The Invisible Jewish New Year

September 01, 1994

One of Webster's definitions for the word "sensitive" is "susceptible to the ideas, emotions or circumstances of others."

A year after Harford County officials pledged to be more sensitive to the High Holy Days of the Jewish community in drawing up public calendars, their sensitivity level is still wanting. Last year, Harford's Jewish community, with support from other civic and religious organizations, convinced the Board of Education to alter the 1994-95 school calendar so Jewish children wouldn't be forced to miss the opening day of school due to the Jewish New Year. The board received a calendar of Jewish holidays into the next century, but unfortunately the conflict has arisen again already.

An open house has been scheduled on the first day of the Jewish New Year, Rosh Hashana, to introduce 300 families to a much-awaited new school, Emmorton Elementary, in the county's "development corridor." School officials, who just months ago took pains to defuse such a dilemma, contend their hands are tied. But if the conflict centered on Dec. 25 we know what the answer would be: No one would conceive of holding a school opening on Christmas.

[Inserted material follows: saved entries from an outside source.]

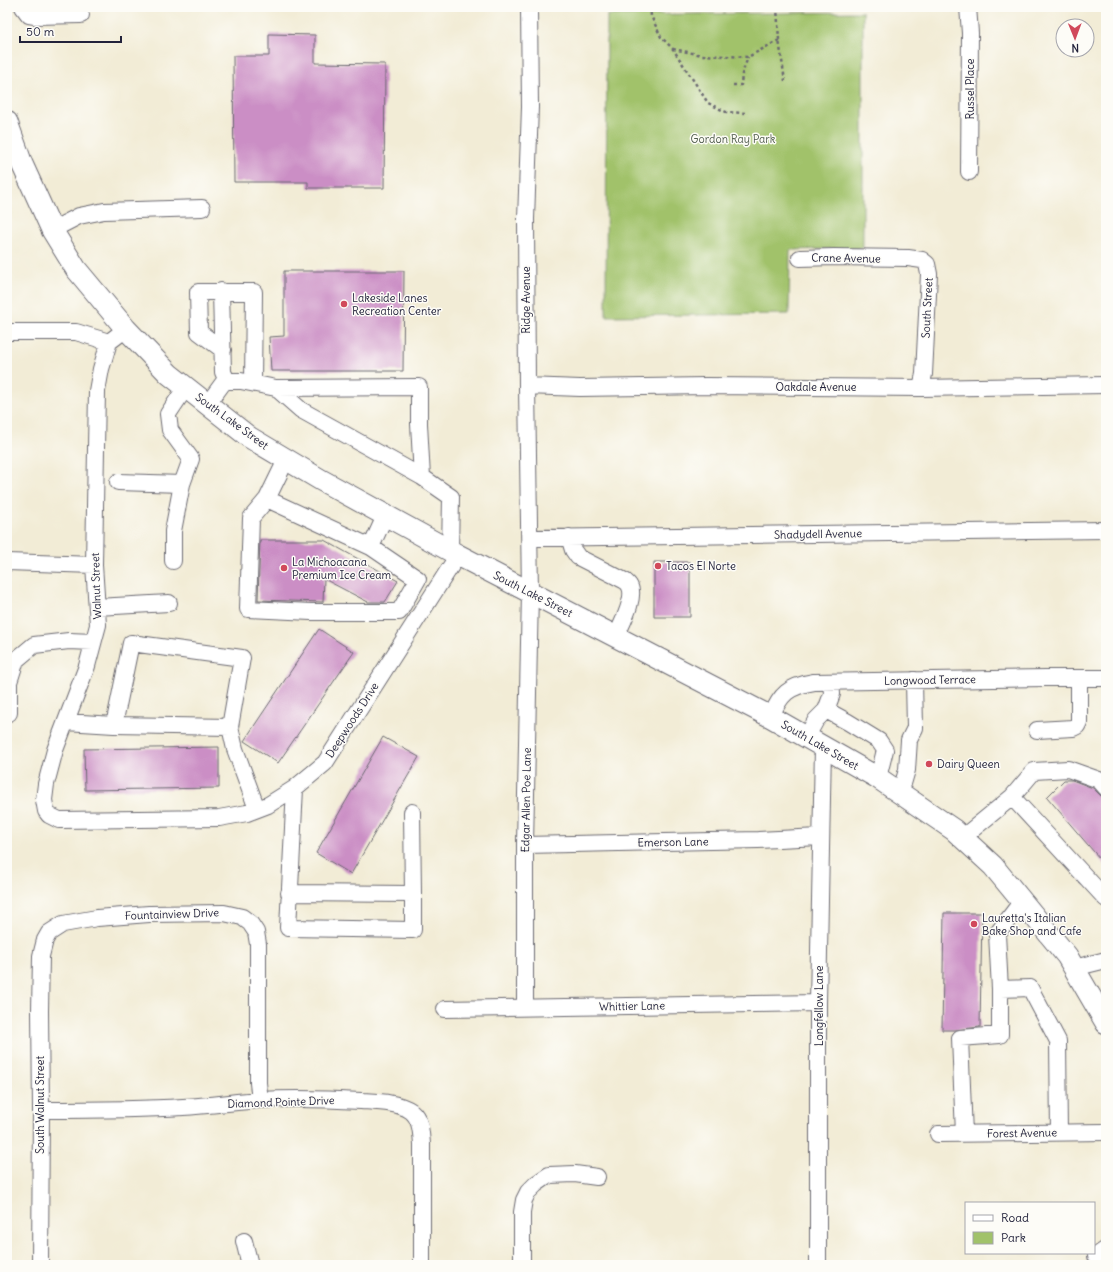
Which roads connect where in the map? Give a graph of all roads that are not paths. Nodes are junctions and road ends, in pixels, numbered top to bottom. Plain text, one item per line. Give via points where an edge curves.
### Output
1 (23, 7) edge
2 (528, 7) edge
3 (968, 7) edge
4 (81, 15) dead end
5 (7, 122) edge
6 (969, 172) dead end
7 (202, 208) dead end
8 (52, 230) junction
9 (800, 258) dead end
10 (892, 259) joint
11 (220, 291) junction
12 (126, 329) junction
13 (7, 332) edge
14 (109, 342) junction
15 (223, 350) junction
16 (227, 380) junction
17 (253, 383) junction
18 (527, 386) junction
19 (1106, 386) edge
20 (186, 387) junction
21 (276, 388) junction
22 (921, 388) junction
23 (207, 405) junction
24 (286, 460) junction
25 (422, 477) junction
26 (118, 482) dead end
27 (182, 484) junction
28 (267, 498) junction
29 (386, 516) junction
30 (1106, 530) edge
31 (569, 537) junction
32 (530, 538) junction
33 (371, 547) junction
34 (454, 553) junction
35 (173, 561) dead end
36 (7, 562) edge
37 (94, 565) junction
38 (530, 592) junction
39 (408, 596) junction
40 (169, 602) dead end
41 (425, 606) junction
42 (97, 607) junction
43 (616, 637) junction
44 (93, 642) junction
45 (1079, 678) junction
46 (1106, 678) edge
47 (914, 680) junction
48 (832, 682) junction
49 (826, 710) junction
50 (7, 713) edge
51 (771, 717) junction
52 (66, 722) junction
53 (114, 725) junction
54 (230, 727) junction
55 (1037, 730) dead end
56 (814, 742) junction
57 (878, 778) junction
58 (295, 788) junction
59 (1106, 788) edge
60 (900, 794) junction
61 (1012, 797) junction
62 (257, 809) junction
63 (412, 812) dead end
64 (76, 820) joint
65 (820, 837) junction
66 (962, 838) junction
67 (525, 845) junction
68 (289, 893) junction
69 (414, 894) junction
70 (1106, 899) edge
71 (1022, 901) junction
72 (43, 946) joint
73 (1106, 960) edge
74 (1074, 968) junction
75 (1000, 988) junction
76 (818, 1003) junction
77 (525, 1008) junction
78 (445, 1010) dead end
79 (1104, 1012) edge
80 (260, 1100) junction
81 (41, 1110) junction
82 (1106, 1132) edge
83 (1059, 1133) junction
84 (938, 1134) dead end
85 (964, 1134) junction
86 (597, 1177) dead end
87 (244, 1241) dead end
88 (40, 1265) edge
89 (250, 1265) edge
90 (422, 1265) edge
91 (522, 1265) edge
92 (818, 1265) edge

1 - 4 street via 29,15 36,16
2 - 18 street, Ridge Avenue via 530,107 526,218
3 - 6 street, Russel Place
5 - 8 main road, South Lake Street via 22,164
7 - 8 street via 104,211 80,216
8 - 12 main road, South Lake Street via 76,269
9 - 10 street, Crane Avenue
10 - 22 street, South Street via 922,260 927,264 929,274 924,374
11 - 15 street
11 - 15 street via 198,292 199,332
11 - 17 street via 254,292
12 - 14 street
12 - 20 main road, South Lake Street via 169,374
13 - 14 street via 76,332
14 - 37 street, Walnut Street via 97,391
15 - 16 street via 223,372
16 - 17 street
16 - 23 street
17 - 21 street
18 - 22 street, Oakdale Avenue
18 - 32 street, Ridge Avenue
19 - 22 street, Oakdale Avenue
20 - 23 main road, South Lake Street
20 - 27 street via 168,414 170,430 191,459
21 - 25 street via 301,410
21 - 25 street via 419,387
23 - 24 main road, South Lake Street via 249,437
24 - 28 street
24 - 29 main road, South Lake Street
25 - 34 street via 451,497
26 - 27 street
27 - 35 street via 173,531
28 - 33 street
28 - 39 street via 251,518 248,609 399,612
29 - 33 street
29 - 34 main road, South Lake Street
30 - 31 street, Shadydell Avenue
31 - 32 street, Shadydell Avenue
31 - 43 street via 578,557 629,585 631,600
32 - 38 street, Ridge Avenue
33 - 39 street via 418,579
34 - 38 main road, South Lake Street
34 - 41 street, Deepwoods Drive
36 - 37 street
37 - 42 street, Walnut Street
38 - 43 main road, South Lake Street
38 - 67 street, Edgar Allen Poe Lane
39 - 41 street
40 - 42 street
41 - 58 street, Deepwoods Drive via 325,763
42 - 44 street, Walnut Street via 98,625
43 - 51 main road, South Lake Street
44 - 50 street via 69,641 34,645 16,660 9,682
44 - 52 street, Walnut Street
45 - 46 street, Longwood Terrace
45 - 47 street, Longwood Terrace
45 - 55 street via 1077,726
47 - 48 street, Longwood Terrace
47 - 60 street via 916,728 909,740
48 - 49 street via 832,694
48 - 51 street, Longwood Terrace via 800,684 787,691 776,703
49 - 56 street via 816,720
49 - 57 street via 879,741 885,750
51 - 56 main road, South Lake Street
52 - 53 street
52 - 64 street, Walnut Street via 55,750 44,800 49,815 59,820
53 - 54 street
53 - 54 street via 131,643 242,658
54 - 62 street via 235,749
56 - 57 main road, South Lake Street
56 - 65 street, Longfellow Lane
57 - 60 main road, South Lake Street
58 - 62 street, Deepwoods Drive
58 - 68 street
59 - 61 street via 1099,780 1068,769 1034,771
60 - 66 main road, South Lake Street
61 - 66 street
61 - 70 street
62 - 64 street, Deepwoods Drive via 219,818
63 - 69 street
65 - 67 street, Emerson Lane
65 - 76 street, Longfellow Lane
66 - 71 main road, South Lake Street via 992,866
67 - 77 street, Edgar Allen Poe Lane
68 - 69 street
68 - 69 street via 288,928 413,930
71 - 74 main road, South Lake Street
71 - 75 street via 997,934
72 - 80 street, Fountainview Drive via 49,933 63,924 97,918 224,913 242,917 250,922 256,932 258,944
72 - 81 street, South Walnut Street via 40,1003
73 - 74 street
74 - 79 main road, South Lake Street
75 - 83 street via 1030,988 1058,1041
75 - 85 street via 1000,1035 960,1038
76 - 77 street, Whittier Lane
76 - 92 street, Longfellow Lane
77 - 78 street, Whittier Lane
80 - 81 street, Diamond Pointe Drive via 145,1109
80 - 90 street, Diamond Pointe Drive via 382,1102 411,1111 421,1127
81 - 88 street, South Walnut Street
82 - 83 street, Forest Avenue
83 - 85 street, Forest Avenue
84 - 85 street, Forest Avenue
86 - 91 street via 575,1174 549,1175 528,1192 522,1212
87 - 89 street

Similarly, the Harford County Council has scheduled a hearing on a sweeping ethics bill for Sept. 15 -- Yom Kippur, the holiest day of the Jewish year. If you're a Jewish resident of the county involved in public affairs, you're out of luck.

Baltimore County had been headed for a similar clash; it intended to open Hereford Middle School on Yom Kippur, due to construction delays. "I have a sixth grader," one of the affected parents wrote us. "She is extremely distraught over missing her first day of middle school to attend synagogue. . . Do I force her to attend services? The answer of course is no. Where then does this leave my family, as I attend holy day services without my oldest daughter? My Christian friends overwhelmingly sympathize. . . Imagine, attending church on Christmas with only half one's family."

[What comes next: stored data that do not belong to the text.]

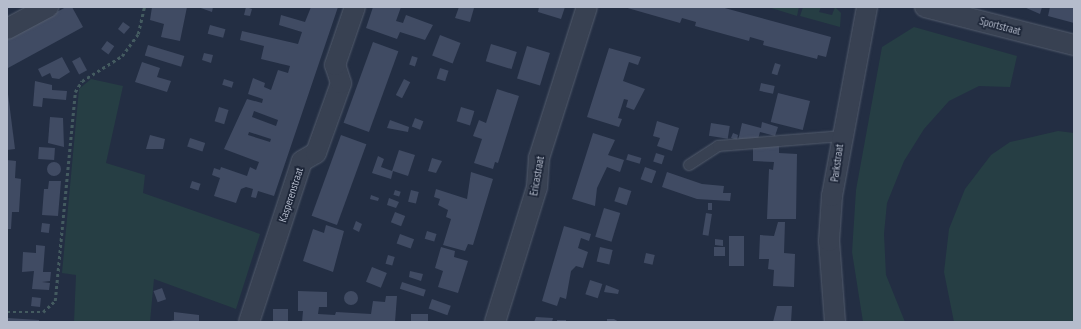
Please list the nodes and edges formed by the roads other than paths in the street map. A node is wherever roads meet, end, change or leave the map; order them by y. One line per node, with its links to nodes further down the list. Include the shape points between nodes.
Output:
1 (48, 7): 6 (street)
2 (355, 7): 10 (street, Kasperenstraat, via 335,65 341,83 316,153 302,161)
3 (587, 7): 11 (street, Ericastraat, via 539,158 537,186)
4 (867, 7): 8 (street, Parkstraat)
5 (925, 7): 7 (street, Sportstraat)
6 (7, 29)
7 (1074, 45)
8 (841, 136): 9 (lane, via 718,146); 12 (street, Parkstraat, via 830,241)
9 (689, 165)
10 (249, 322)
11 (494, 322)
12 (836, 322)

Fortunately, reason prevailed and Baltimore County school officials realized that opening Hereford Middle the following week was best all around.

Issues regarding government or the schools are of great interest to the entire community. By taking actions that effectively penalize a group for its religious observances, officials damage community harmony. Oversights and slights such as these make some people question whether they are truly a part of their own community.